Heisenberg is built using type classes which specify how each type should be observed. Parsed objects are always accompanied by their source data (on any level of nesting), so no information is lost even though we only specify a subset of all actual fields.

Want to consolidate data of different models into a single one? Got data mixed from different application versions? Want to support multiple client application versions? Building a simple object persistence layer or routing service where only a subset of information needs to be parsed - but the source data still needs to be kept intact? - Why not give Heisenberg a chance :).

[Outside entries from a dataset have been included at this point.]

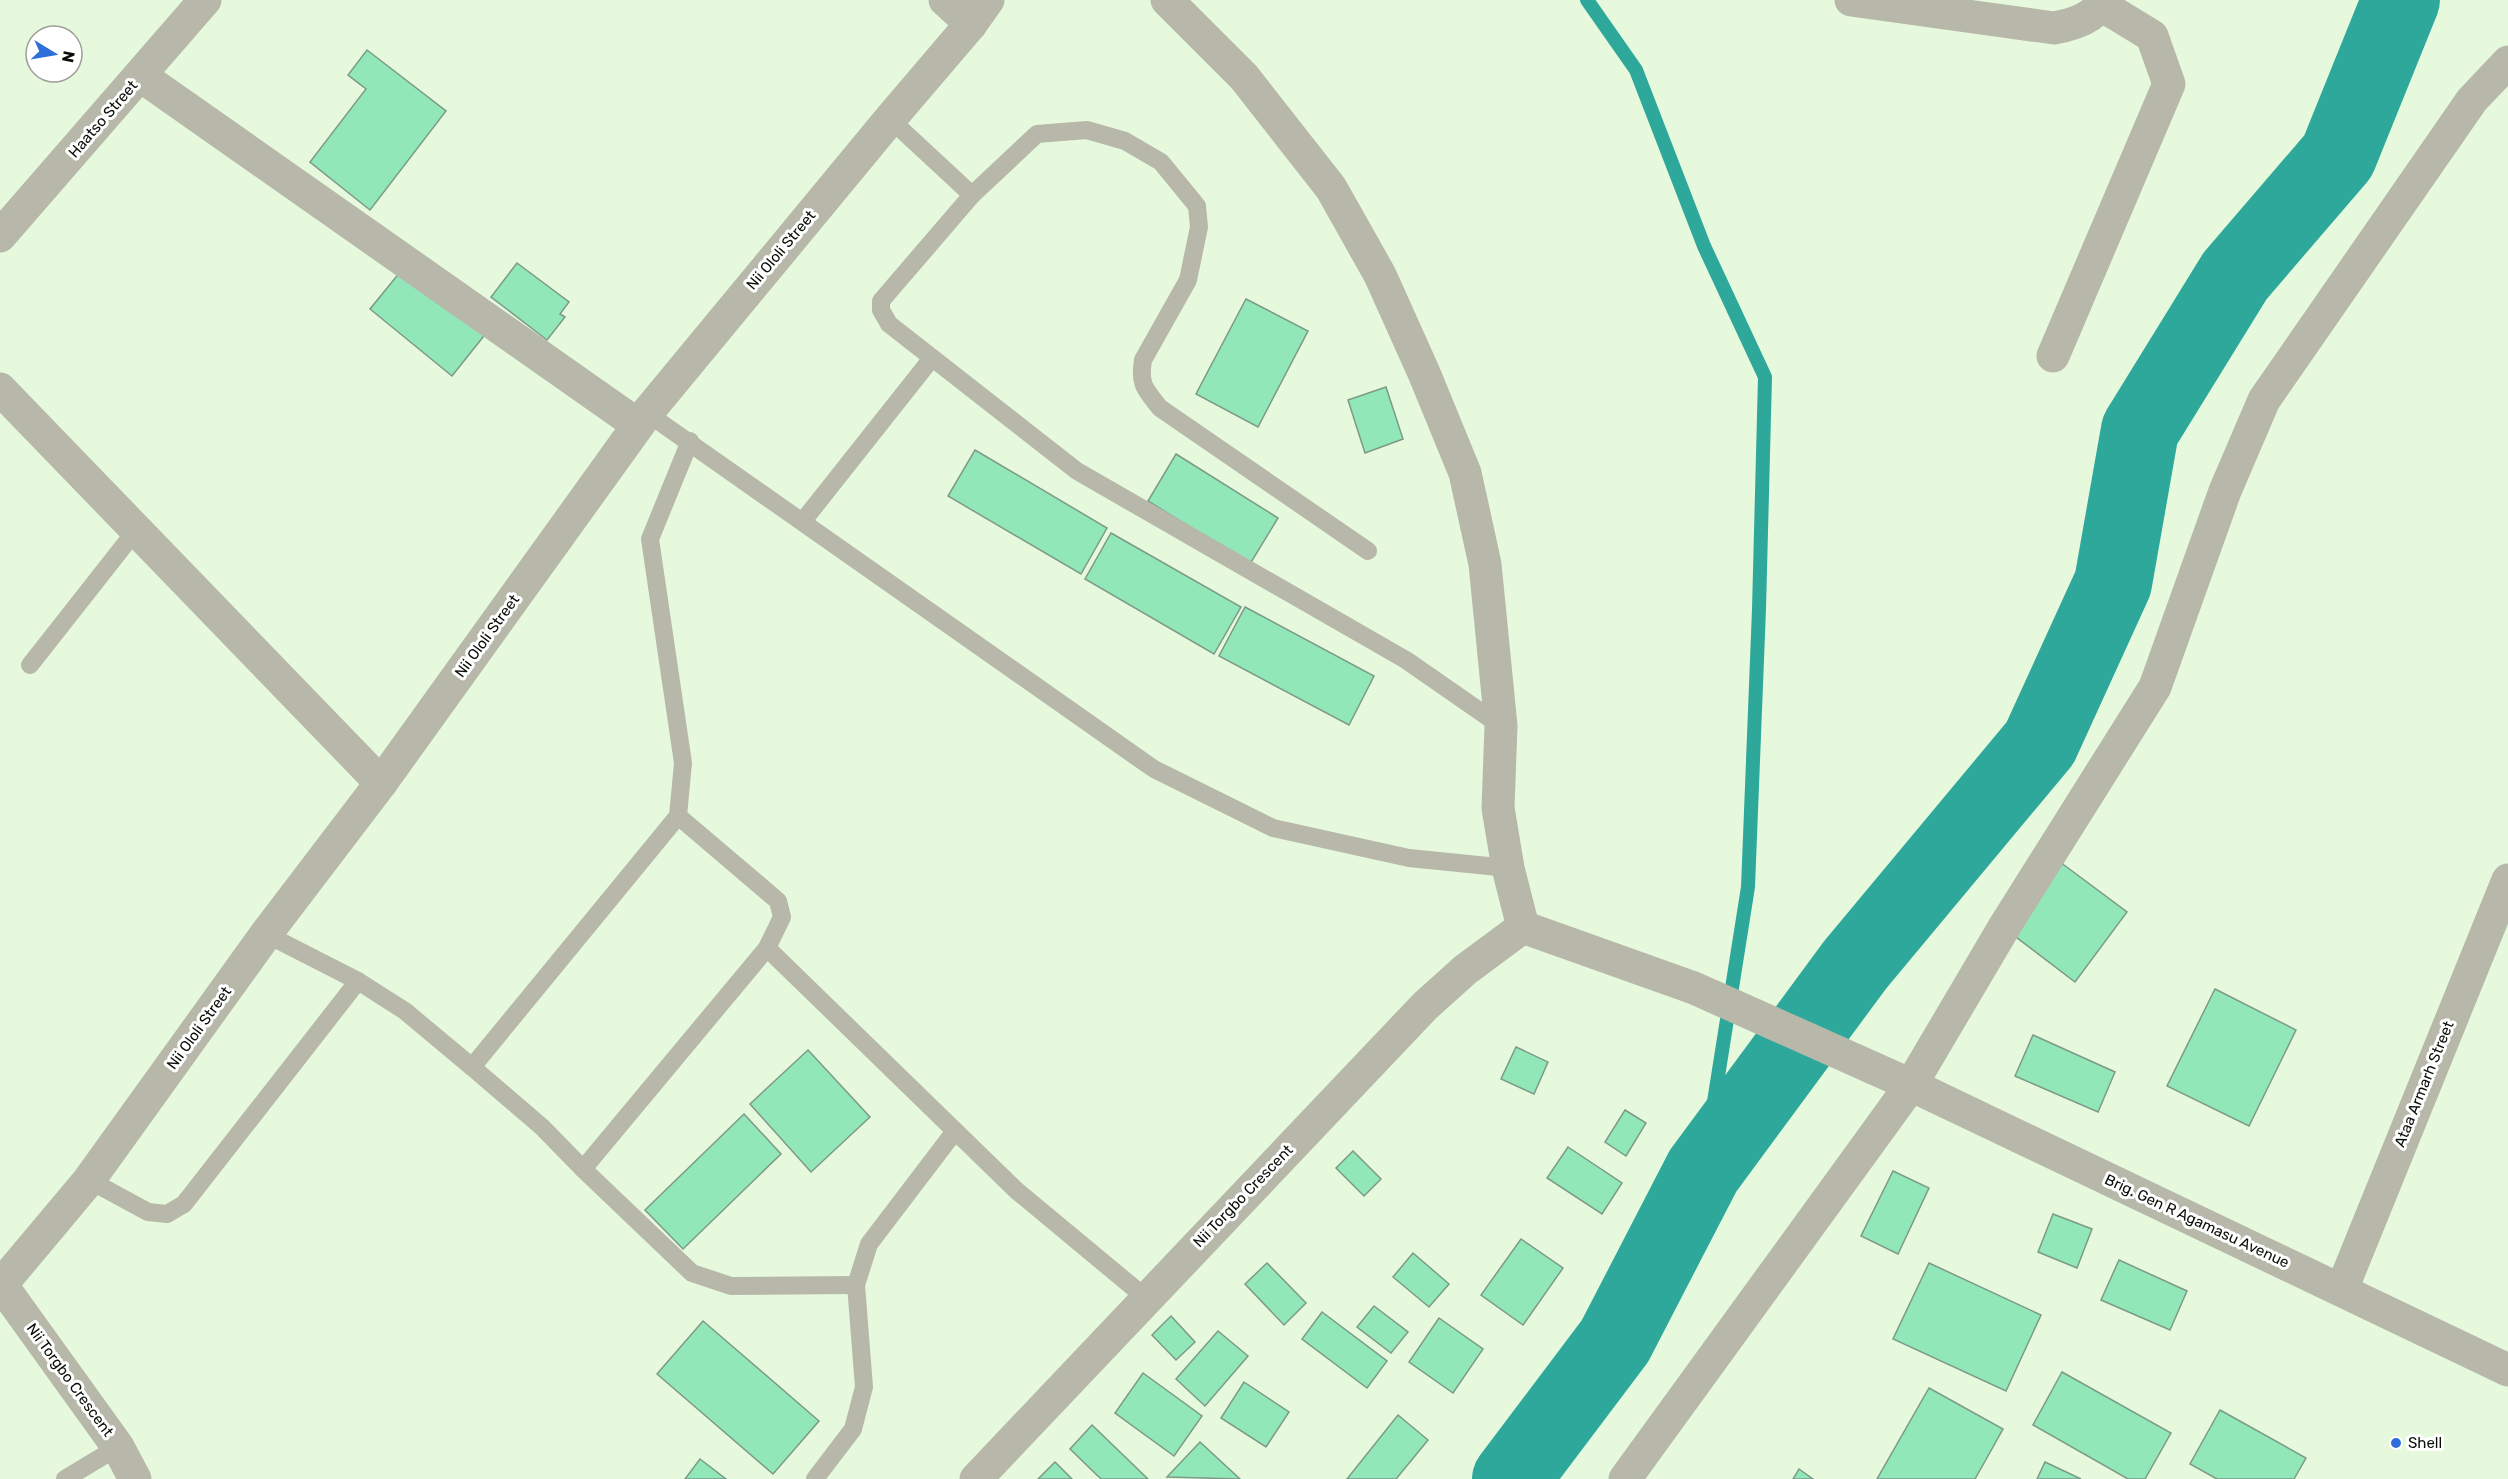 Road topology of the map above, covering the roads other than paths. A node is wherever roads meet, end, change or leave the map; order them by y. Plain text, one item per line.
1 (205, 0) edge
2 (945, 0) edge
3 (1167, 0) edge
4 (1851, 0) edge
5 (2102, 3) edge
6 (980, 12) edge
7 (2508, 62) edge
8 (141, 76) junction
9 (890, 119) junction
10 (972, 195) junction
11 (0, 236) edge
12 (2053, 356) dead end
13 (932, 358) junction
14 (0, 389) edge
15 (643, 419) junction
16 (690, 441) junction
17 (803, 522) junction
18 (137, 530) junction
19 (1368, 551) dead end
20 (30, 665) dead end
21 (1501, 726) junction
22 (381, 783) junction
23 (678, 816) junction
24 (1508, 867) junction
25 (2508, 880) edge
26 (1523, 927) junction
27 (266, 934) junction
28 (767, 948) junction
29 (358, 981) junction
30 (472, 1067) junction
31 (1898, 1079) junction
32 (956, 1131) junction
33 (583, 1169) junction
34 (89, 1180) junction
35 (1, 1284) edge
36 (856, 1286) junction
37 (2342, 1289) junction
38 (1146, 1298) junction
39 (2508, 1370) edge
40 (118, 1447) junction
41 (65, 1479) edge
42 (135, 1479) edge
43 (815, 1479) edge
44 (976, 1479) edge
45 (1625, 1479) edge

1 - 8 street, Haatso Street
2 - 6 street
3 - 21 street
4 - 5 street
5 - 12 street
6 - 9 street, Nii Ololi Street
7 - 31 street
8 - 11 street, Haatso Street
8 - 15 street
9 - 10 lane
9 - 15 street, Nii Ololi Street
10 - 13 lane
10 - 19 lane
13 - 17 lane
13 - 21 lane
14 - 18 street
15 - 16 lane
15 - 22 street, Nii Ololi Street
16 - 17 lane
16 - 23 lane
17 - 24 lane
18 - 20 lane
18 - 22 street
21 - 24 street
22 - 27 street, Nii Ololi Street
23 - 28 lane
23 - 30 lane
24 - 26 street
25 - 37 street, Ataa Armarh Street
26 - 31 street, Brig. Gen R Agamasu Avenue
26 - 38 street, Nii Torgbo Crescent
27 - 29 lane
27 - 34 street, Nii Ololi Street
28 - 32 lane
28 - 33 lane
29 - 30 lane
29 - 34 lane
30 - 33 lane
31 - 37 street, Brig. Gen R Agamasu Avenue
31 - 45 street
32 - 36 lane
32 - 38 lane
33 - 36 lane
34 - 35 street, Nii Ololi Street
35 - 40 street, Nii Torgbo Crescent
36 - 43 lane
37 - 39 street, Brig. Gen R Agamasu Avenue
38 - 44 street, Nii Torgbo Crescent
40 - 41 lane
40 - 42 street, Nii Torgbo Crescent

Got some FancyType that you don't want to rewrite for Heisenberg type but still want to mix in? Just provide a MapDataProducer[FancyType] and MapDataParser[FancyType] type class and you're good to go!

The name Heisenberg comes from uncertainty in the data, but also wanting to observe as little of the data as possible, so as to not constrain whoever has the real model/definition of the data and let them evolve their model freely.

There's no code generation in Heisenberg, but if you need it, it shouldn't be too hard to add in both directions (e.g. protobuf <-> heisenberg, heisenberg <-> cql statements etc.. You can probably do it on-the-fly, dynamically ;) )

May at some point leverage Shapeless and/or Scalaz, but for now is just plain-old-scala.